Okay, now that I have drawn my circle of salt and positioned myself firmly in the middle of it, I guess this is the part where I say, despite all that, you should play Life Is Strange.

So, despite all that, you should probably play Life Is Strange.

The reason is because it doesn't do anything related to the adventure genre very well, but the things it adds it does do very well. The over the shoulder camera comes to mind.

Telltale has a habit of using very static, planned shots in their scenes. You view from one angle, usually with a little wiggle room, but it's all very cinematic.

Life Is Strange, for the most part, let's you move the camera around when not in dialogue or QTEs. You can move Max and move the camera, and this let's it the game feel a lot more like a game than an interactive film. Which feels really great. The camera itself just swings in a really nice way and I spent the first five minutes just wiggling it around and looking at all the interactable items in the room.

The HUD is really quirky. It's got that Chalkboard drawn feel to it, so along with the folk/indie soundtrack the game feels super grounded. It never feels like some huge Triple A production but more like something aiming to be it's own. And this is the closest it actually gets to relating to the market its aiming for, by using game feel to communicate with the player. It's easier to get into the frame of mind the game wants you to be in because the HUD combined with the soundtrack draws you into it.

And the soundtrack is really amazing. The Indie/Folk stuff is the best, it's moody and a lot of the time just fills up all the space in the air, and you always feel like you're a moment away from some life changing introspective thought and that's really nice. It really conveys that coming of age, finding your way in the world story every teenager goes through. And it's not just some generic blend of 90s punk and grunge, which would have been the easy pick. 

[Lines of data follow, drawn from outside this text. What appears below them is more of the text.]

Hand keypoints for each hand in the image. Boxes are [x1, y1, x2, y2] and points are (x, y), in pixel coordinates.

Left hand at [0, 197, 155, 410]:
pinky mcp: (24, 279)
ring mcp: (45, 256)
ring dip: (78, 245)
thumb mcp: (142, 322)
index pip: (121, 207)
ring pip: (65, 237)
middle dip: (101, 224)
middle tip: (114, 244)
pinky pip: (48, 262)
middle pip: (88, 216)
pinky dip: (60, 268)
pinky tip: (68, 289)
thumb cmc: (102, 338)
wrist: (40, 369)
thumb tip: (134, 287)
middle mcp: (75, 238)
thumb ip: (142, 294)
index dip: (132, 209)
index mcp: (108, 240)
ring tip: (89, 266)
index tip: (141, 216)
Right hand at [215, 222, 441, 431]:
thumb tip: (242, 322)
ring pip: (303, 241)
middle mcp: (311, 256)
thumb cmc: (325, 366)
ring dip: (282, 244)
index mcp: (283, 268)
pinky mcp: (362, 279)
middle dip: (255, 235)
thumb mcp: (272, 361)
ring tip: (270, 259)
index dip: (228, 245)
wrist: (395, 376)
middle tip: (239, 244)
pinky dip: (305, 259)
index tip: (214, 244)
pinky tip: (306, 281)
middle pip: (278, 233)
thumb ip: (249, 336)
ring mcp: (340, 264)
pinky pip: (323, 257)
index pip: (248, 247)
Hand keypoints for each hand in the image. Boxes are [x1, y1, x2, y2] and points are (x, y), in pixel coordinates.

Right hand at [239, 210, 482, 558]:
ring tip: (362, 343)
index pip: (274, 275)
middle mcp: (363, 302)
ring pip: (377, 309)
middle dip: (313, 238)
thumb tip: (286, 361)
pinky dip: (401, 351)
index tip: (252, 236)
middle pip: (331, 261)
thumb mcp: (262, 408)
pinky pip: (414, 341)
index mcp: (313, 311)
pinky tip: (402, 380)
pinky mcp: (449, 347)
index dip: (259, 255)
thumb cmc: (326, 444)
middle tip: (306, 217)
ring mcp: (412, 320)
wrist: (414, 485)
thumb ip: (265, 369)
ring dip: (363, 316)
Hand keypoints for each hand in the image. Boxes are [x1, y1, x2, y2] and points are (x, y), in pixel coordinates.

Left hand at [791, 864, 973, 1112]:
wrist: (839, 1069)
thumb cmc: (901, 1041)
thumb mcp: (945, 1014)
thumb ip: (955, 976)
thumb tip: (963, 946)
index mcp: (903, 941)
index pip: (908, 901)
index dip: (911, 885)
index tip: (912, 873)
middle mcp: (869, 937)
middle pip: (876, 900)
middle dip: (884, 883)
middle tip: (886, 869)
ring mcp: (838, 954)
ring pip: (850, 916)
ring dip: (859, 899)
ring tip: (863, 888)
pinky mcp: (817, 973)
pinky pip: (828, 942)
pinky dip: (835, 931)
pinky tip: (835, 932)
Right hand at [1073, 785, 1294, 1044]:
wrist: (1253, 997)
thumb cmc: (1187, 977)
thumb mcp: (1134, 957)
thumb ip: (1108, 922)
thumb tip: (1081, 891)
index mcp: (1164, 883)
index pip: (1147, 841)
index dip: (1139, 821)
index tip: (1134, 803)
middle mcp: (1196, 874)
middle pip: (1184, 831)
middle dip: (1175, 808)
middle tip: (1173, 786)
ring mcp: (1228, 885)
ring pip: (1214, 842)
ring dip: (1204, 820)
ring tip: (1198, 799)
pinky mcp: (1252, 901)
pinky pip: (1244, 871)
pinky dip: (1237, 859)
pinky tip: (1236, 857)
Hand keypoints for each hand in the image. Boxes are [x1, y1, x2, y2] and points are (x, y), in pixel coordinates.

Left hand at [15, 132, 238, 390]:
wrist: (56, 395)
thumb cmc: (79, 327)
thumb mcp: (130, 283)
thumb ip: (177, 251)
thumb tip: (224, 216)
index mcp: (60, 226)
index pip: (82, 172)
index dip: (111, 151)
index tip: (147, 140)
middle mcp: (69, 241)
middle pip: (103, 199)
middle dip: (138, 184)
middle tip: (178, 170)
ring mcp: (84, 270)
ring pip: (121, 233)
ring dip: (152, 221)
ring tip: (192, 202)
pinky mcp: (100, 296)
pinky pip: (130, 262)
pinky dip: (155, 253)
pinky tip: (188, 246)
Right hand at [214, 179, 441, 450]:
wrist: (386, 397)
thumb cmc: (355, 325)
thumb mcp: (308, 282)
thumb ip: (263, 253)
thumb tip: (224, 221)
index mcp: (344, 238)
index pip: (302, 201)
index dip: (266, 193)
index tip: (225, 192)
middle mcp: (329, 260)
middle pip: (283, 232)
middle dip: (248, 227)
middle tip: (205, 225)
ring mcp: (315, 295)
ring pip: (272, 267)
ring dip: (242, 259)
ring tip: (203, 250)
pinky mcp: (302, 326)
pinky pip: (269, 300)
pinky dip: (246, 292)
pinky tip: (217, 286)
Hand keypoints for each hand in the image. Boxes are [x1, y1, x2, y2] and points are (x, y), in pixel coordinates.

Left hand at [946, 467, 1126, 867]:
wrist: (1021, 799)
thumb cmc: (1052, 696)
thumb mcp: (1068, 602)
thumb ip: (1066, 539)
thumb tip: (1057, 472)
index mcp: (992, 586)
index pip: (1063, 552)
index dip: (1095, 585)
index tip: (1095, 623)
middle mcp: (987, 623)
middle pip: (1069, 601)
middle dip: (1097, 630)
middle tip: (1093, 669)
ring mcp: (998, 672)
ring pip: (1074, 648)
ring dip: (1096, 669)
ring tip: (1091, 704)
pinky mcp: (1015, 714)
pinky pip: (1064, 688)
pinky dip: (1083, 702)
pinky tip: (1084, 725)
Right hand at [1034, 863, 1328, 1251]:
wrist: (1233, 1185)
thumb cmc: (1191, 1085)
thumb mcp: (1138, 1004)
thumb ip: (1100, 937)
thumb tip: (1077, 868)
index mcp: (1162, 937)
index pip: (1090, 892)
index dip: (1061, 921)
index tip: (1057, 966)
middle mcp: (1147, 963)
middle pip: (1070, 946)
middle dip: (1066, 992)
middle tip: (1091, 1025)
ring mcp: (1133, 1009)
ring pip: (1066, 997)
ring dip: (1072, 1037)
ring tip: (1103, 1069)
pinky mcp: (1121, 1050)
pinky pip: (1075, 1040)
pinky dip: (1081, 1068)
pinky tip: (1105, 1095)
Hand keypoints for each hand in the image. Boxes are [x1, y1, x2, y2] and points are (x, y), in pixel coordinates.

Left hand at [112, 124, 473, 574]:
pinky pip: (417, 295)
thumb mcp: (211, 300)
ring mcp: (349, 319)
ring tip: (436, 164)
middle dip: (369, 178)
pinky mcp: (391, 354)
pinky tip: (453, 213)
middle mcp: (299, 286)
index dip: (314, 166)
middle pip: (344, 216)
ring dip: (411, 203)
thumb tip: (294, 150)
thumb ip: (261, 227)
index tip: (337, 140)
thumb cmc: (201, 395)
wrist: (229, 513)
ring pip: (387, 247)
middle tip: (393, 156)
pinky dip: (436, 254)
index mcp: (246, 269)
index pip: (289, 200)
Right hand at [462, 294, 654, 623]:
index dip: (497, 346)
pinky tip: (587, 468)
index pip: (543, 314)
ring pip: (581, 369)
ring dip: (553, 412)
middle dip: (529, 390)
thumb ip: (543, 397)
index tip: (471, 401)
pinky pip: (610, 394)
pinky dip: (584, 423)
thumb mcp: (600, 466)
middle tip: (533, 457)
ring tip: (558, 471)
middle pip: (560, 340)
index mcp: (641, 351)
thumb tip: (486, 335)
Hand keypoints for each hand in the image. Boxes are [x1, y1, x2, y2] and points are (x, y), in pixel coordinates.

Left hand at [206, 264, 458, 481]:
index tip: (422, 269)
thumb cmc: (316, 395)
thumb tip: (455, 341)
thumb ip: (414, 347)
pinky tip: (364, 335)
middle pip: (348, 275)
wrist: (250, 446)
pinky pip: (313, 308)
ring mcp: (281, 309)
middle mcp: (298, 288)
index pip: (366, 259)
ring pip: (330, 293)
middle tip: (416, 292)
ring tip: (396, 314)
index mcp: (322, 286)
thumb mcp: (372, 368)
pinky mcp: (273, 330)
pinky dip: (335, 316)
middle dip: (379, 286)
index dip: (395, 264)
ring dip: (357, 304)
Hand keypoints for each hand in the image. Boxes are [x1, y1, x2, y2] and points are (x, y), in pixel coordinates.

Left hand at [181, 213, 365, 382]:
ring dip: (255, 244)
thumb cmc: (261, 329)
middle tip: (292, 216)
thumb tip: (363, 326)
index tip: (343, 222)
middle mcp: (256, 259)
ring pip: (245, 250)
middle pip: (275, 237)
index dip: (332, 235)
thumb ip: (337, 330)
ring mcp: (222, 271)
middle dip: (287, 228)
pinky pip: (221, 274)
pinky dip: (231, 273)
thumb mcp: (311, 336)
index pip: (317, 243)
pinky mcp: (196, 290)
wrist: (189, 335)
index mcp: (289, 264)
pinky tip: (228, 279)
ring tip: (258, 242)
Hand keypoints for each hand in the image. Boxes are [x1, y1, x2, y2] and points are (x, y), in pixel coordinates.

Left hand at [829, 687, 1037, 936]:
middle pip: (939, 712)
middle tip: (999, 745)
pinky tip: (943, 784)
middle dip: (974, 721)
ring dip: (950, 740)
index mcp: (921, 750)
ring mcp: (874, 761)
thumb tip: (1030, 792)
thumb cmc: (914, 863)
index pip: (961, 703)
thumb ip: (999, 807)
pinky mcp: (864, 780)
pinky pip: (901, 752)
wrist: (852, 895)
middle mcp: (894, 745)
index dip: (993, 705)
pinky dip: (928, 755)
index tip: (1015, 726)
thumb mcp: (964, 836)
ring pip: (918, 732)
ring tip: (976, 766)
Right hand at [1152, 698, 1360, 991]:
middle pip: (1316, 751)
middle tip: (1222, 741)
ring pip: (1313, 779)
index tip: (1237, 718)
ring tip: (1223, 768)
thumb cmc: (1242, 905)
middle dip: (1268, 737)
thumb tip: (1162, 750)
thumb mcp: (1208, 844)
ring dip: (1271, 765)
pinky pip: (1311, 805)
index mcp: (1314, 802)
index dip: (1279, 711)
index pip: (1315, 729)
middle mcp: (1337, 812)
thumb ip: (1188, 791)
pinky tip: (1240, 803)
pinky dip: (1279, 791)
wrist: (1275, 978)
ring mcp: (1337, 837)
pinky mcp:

There are lots of moments where you can just sit around and let Max think. I love when games let you organically modulate your own pace. This is a fantastic one. Just letting Max think, and recap her day, or the week, and ask questions, mull over events, just sitting down and doing nothing is an idea that games could use way more of. Pacing especially is everything in a good, emotionally connecting story and Life Is Strange absolutely nails that much.

The game itself is really pretty. There's some chromatic aberration, the scenes always feel soft, I have to congratulate the colourist on making everything just pop. The game does fulfill as a sense pleasure, and that is one of it's biggest strengths.

And Max and Chloe do have a great, organic relationship dynamic which I never felt regrets about going through. Chloe could be a little one note at times and honestly I found myself questioning over and over again if she's even a good person, hell, a person worth going through half the trouble you do go through for her. But you can't help but get attached, especially during this one scene in Chloe's bedroom and sure, there's another option, but it just feels so satisfying to make Max take that leap of faith. It's a great emotional pay off marred only by some awkward performances from the characters, but that you can chalk down to the low fidelity of the game's models in general.

This is where I'd usually find more to complain about but I'll definitely just leave it at, go play Life Is Strange, if only just the first episode, which is free. But really, if you get to the bottle hunt in episode two, look up a guide, it was designed against you and it's not worth the fucking time it takes to complete it.